==== RECORDS SUPPLIED

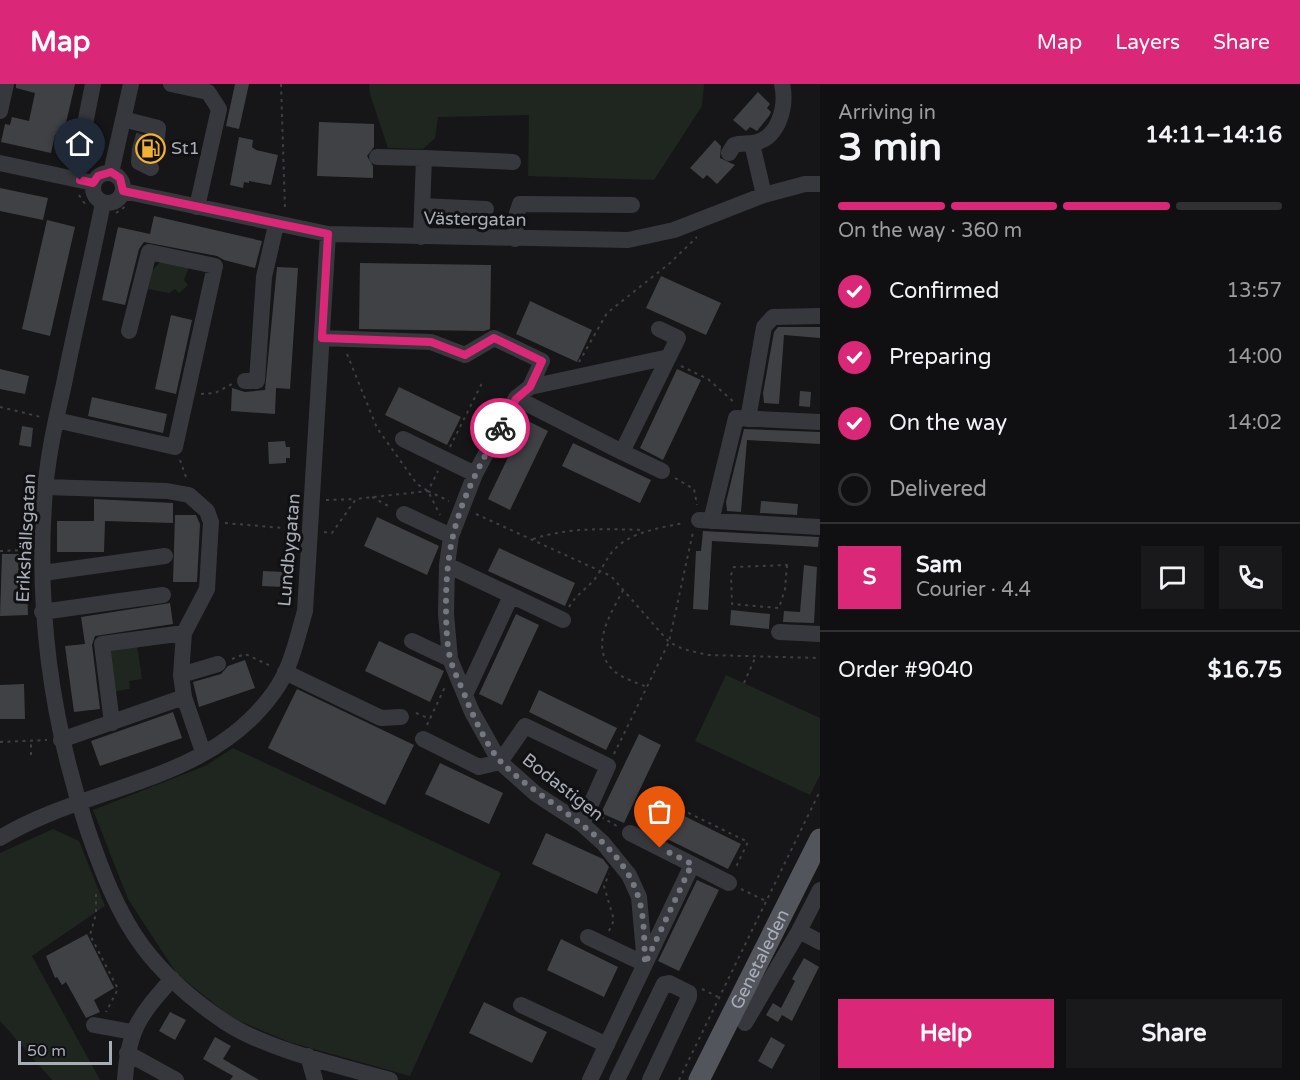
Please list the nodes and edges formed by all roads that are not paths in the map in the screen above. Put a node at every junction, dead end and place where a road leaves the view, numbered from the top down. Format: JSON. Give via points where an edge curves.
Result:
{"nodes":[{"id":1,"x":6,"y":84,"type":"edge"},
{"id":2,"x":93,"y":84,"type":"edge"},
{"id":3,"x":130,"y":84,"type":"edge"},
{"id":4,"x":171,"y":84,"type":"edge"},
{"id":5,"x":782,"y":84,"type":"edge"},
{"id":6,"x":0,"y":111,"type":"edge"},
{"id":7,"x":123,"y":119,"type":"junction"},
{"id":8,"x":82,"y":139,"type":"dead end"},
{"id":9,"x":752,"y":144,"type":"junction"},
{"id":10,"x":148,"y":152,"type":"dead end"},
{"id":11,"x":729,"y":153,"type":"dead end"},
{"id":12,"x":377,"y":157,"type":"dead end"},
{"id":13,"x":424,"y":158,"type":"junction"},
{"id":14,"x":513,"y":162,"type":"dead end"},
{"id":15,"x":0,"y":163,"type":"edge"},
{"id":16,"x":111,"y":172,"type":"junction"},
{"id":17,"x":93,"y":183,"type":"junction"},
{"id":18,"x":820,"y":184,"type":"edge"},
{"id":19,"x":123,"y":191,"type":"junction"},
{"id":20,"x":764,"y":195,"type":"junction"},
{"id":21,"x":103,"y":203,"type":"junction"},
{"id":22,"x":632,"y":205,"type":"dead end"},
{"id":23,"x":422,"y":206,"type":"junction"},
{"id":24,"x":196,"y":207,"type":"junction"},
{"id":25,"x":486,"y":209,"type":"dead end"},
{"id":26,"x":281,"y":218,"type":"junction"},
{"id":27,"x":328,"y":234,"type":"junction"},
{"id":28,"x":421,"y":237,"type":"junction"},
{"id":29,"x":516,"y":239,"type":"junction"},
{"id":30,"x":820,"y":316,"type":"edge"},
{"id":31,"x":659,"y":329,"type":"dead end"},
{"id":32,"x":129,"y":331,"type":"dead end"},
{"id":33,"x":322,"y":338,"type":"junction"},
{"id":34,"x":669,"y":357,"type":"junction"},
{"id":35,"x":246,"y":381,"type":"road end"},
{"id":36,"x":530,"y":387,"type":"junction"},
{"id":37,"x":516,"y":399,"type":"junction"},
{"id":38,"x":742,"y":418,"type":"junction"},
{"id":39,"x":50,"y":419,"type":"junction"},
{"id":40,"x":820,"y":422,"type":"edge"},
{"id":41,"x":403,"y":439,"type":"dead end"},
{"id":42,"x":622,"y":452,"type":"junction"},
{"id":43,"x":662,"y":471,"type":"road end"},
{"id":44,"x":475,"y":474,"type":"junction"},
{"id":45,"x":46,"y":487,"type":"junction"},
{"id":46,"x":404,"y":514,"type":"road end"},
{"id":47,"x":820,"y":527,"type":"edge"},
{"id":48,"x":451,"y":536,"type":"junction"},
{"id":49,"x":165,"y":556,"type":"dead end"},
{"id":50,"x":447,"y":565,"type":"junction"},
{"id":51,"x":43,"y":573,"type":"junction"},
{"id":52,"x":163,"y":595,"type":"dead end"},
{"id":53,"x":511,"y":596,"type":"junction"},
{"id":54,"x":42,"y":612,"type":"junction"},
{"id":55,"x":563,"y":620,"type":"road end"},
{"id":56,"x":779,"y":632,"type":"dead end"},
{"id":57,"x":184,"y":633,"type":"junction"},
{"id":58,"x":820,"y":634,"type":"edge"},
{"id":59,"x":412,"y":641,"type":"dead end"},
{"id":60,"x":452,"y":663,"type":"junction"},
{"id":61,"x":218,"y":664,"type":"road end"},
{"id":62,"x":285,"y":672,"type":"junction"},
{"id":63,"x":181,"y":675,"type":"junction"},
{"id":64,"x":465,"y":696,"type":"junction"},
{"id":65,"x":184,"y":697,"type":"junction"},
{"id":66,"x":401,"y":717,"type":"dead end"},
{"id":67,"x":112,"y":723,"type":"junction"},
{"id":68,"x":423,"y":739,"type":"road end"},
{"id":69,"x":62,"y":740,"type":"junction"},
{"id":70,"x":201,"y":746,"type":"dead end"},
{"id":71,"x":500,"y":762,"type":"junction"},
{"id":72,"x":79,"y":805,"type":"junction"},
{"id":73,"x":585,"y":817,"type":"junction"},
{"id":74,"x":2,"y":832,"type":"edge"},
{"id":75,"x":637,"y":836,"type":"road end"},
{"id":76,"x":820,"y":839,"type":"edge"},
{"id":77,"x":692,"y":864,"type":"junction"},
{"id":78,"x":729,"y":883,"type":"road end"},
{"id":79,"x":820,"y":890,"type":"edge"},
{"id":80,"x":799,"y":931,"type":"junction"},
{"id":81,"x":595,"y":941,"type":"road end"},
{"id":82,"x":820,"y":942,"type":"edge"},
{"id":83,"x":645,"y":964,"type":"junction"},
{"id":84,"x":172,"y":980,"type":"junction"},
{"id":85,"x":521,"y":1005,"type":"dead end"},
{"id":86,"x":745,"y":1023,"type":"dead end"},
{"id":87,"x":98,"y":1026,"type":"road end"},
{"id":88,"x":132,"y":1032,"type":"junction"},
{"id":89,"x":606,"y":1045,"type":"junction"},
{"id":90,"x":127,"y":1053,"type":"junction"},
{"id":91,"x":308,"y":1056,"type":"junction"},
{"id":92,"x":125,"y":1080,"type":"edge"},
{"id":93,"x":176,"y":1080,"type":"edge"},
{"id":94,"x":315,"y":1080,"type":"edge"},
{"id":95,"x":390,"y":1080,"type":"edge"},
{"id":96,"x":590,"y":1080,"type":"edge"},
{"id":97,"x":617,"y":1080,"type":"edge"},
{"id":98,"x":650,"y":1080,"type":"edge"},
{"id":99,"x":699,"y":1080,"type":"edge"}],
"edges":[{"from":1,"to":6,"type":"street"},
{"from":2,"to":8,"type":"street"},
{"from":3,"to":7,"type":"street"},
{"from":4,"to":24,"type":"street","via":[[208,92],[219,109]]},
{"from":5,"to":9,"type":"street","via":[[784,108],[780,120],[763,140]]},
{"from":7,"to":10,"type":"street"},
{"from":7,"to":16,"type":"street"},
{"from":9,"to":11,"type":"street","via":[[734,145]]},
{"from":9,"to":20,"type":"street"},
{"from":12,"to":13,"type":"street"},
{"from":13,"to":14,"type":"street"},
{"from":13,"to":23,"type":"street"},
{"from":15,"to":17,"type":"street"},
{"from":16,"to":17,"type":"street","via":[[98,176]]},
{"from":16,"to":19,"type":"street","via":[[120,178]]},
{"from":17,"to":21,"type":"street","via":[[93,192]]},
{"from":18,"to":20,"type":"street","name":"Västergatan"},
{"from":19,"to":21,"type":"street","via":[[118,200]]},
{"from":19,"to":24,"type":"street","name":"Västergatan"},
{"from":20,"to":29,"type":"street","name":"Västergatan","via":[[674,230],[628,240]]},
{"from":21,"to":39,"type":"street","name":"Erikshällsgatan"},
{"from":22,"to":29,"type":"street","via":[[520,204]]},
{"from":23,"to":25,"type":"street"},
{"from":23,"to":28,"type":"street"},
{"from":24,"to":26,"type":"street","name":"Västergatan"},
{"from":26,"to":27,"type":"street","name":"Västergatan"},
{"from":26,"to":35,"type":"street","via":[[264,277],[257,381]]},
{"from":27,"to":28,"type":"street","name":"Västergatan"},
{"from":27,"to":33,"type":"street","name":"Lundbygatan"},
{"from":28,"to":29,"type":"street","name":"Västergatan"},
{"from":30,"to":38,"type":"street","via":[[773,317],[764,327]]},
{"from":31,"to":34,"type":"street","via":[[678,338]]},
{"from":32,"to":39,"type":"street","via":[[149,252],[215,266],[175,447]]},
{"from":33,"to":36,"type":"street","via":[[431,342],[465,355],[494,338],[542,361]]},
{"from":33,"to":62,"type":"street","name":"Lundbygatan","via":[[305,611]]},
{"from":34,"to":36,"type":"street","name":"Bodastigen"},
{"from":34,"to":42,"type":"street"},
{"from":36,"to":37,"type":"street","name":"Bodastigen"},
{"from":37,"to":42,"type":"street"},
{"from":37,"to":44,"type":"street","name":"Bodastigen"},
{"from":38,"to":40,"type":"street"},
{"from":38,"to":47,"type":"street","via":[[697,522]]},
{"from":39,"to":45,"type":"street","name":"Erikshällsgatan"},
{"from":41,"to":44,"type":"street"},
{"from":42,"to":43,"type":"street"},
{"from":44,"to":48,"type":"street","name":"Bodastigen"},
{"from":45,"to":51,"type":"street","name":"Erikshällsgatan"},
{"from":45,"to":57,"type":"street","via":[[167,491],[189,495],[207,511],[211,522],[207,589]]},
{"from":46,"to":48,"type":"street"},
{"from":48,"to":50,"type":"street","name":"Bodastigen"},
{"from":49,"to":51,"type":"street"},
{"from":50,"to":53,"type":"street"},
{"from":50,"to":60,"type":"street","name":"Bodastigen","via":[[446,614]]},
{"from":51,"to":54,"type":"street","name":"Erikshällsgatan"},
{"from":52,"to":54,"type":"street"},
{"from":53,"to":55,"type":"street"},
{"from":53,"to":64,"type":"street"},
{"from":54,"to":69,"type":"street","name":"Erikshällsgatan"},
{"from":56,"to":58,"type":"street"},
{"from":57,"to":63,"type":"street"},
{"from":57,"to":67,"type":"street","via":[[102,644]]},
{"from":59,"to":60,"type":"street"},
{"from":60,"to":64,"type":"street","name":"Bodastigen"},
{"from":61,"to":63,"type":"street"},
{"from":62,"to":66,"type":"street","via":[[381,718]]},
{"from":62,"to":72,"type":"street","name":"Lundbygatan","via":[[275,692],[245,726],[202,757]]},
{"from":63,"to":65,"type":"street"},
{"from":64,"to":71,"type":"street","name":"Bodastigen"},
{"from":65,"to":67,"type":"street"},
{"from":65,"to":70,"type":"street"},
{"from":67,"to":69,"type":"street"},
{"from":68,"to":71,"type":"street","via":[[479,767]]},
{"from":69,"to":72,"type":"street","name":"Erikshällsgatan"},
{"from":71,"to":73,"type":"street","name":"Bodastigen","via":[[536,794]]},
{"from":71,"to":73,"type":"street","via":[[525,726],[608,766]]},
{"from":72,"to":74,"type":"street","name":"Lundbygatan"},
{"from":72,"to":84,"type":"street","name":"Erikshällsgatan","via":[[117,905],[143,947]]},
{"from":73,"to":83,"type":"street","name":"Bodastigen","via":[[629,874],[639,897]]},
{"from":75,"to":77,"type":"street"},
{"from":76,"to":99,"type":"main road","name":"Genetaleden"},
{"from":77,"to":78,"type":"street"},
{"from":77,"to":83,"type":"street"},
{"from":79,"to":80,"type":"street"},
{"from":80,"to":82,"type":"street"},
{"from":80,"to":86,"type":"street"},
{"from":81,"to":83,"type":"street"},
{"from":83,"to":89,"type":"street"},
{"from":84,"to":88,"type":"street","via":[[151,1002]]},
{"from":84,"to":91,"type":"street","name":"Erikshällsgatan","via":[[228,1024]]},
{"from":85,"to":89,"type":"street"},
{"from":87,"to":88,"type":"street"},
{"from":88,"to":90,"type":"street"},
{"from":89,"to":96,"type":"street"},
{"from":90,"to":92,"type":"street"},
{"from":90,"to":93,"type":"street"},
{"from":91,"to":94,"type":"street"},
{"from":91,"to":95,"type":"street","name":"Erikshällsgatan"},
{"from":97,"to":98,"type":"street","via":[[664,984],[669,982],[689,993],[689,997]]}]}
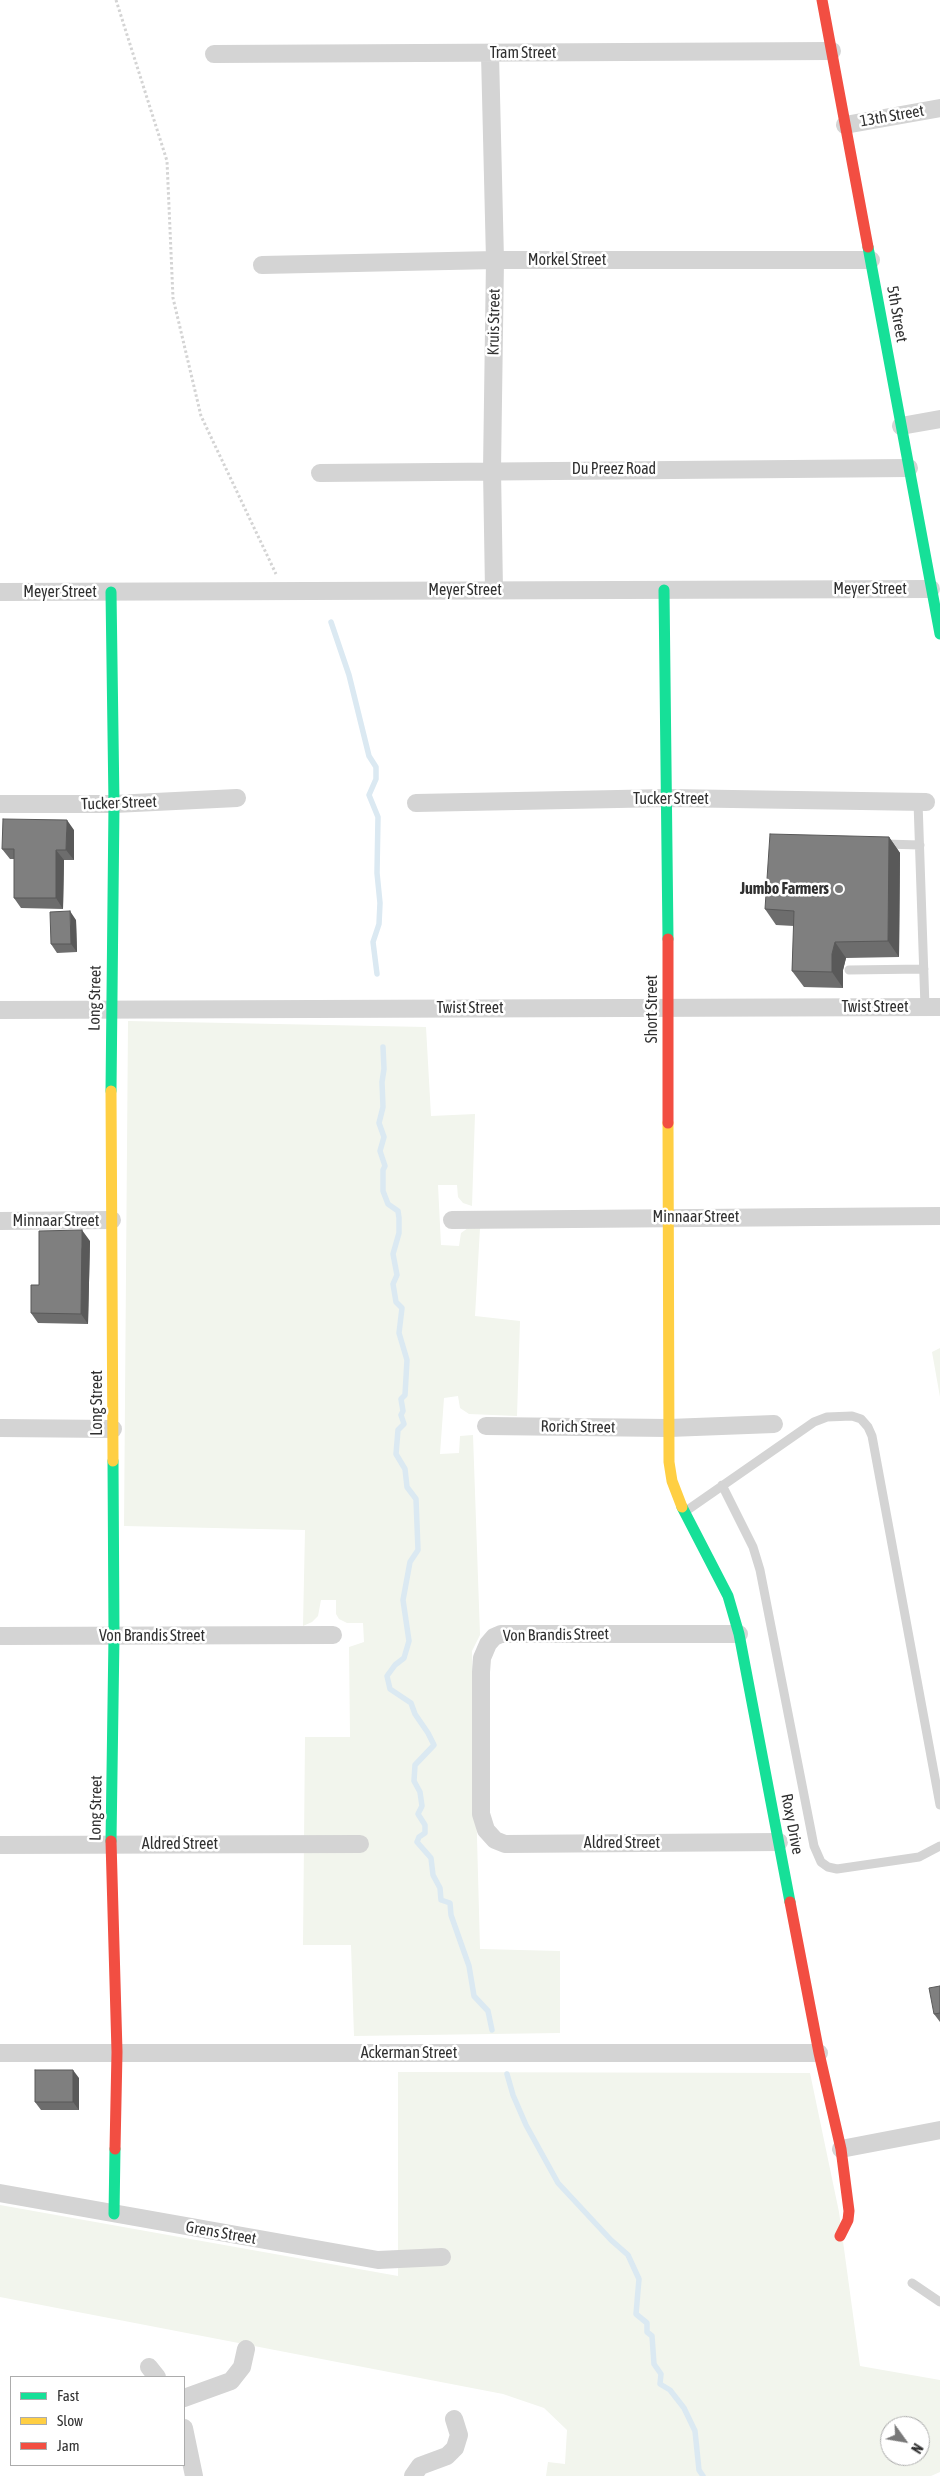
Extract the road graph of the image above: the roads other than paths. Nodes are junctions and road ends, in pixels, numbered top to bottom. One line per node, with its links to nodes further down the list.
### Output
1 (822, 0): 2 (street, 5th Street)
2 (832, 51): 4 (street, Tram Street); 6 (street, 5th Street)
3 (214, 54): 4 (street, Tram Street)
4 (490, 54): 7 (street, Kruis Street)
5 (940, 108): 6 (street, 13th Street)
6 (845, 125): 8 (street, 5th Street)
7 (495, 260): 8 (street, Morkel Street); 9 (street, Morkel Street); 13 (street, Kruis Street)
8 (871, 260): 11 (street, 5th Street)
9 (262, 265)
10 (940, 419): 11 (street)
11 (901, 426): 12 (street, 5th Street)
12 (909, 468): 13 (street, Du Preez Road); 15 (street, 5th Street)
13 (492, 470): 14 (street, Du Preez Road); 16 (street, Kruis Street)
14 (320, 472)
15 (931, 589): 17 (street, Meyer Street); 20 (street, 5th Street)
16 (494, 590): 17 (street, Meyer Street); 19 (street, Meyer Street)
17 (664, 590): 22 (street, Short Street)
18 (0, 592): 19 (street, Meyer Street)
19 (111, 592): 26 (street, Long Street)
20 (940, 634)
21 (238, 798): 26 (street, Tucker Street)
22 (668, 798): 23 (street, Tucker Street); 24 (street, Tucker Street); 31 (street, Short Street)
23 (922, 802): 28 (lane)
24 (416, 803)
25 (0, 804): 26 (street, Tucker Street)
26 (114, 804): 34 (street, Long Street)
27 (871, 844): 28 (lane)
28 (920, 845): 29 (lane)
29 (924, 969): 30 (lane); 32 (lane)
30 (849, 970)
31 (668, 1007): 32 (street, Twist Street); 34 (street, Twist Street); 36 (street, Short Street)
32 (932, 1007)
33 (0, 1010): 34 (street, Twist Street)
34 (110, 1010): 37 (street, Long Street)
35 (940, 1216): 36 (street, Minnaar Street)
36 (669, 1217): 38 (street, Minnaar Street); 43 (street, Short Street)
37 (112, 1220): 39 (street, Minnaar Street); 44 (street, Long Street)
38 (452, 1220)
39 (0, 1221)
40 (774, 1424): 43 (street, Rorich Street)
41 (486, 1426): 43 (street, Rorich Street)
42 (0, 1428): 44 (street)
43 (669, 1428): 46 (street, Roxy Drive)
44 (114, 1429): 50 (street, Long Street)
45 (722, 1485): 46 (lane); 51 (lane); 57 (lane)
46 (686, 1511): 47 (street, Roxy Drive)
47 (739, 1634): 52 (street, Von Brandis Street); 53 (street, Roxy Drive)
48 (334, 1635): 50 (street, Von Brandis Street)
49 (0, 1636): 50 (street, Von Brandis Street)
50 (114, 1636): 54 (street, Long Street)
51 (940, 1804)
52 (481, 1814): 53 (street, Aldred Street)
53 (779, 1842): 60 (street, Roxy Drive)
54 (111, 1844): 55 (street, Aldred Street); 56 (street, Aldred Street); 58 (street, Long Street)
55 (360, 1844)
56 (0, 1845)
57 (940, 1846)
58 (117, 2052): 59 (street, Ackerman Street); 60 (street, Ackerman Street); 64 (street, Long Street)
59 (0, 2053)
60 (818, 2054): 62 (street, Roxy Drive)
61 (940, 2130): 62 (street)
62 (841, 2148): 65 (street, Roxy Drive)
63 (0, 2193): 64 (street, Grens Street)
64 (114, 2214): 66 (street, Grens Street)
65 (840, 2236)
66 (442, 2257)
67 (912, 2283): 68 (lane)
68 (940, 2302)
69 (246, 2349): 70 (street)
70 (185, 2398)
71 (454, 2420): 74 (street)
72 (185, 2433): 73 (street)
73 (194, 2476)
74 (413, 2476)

========

Your task is to gather all lines from the entries above that hold the word "Roxy".

§ EXPECTED ANSWER:
43 (669, 1428): 46 (street, Roxy Drive)
46 (686, 1511): 47 (street, Roxy Drive)
47 (739, 1634): 52 (street, Von Brandis Street); 53 (street, Roxy Drive)
53 (779, 1842): 60 (street, Roxy Drive)
60 (818, 2054): 62 (street, Roxy Drive)
62 (841, 2148): 65 (street, Roxy Drive)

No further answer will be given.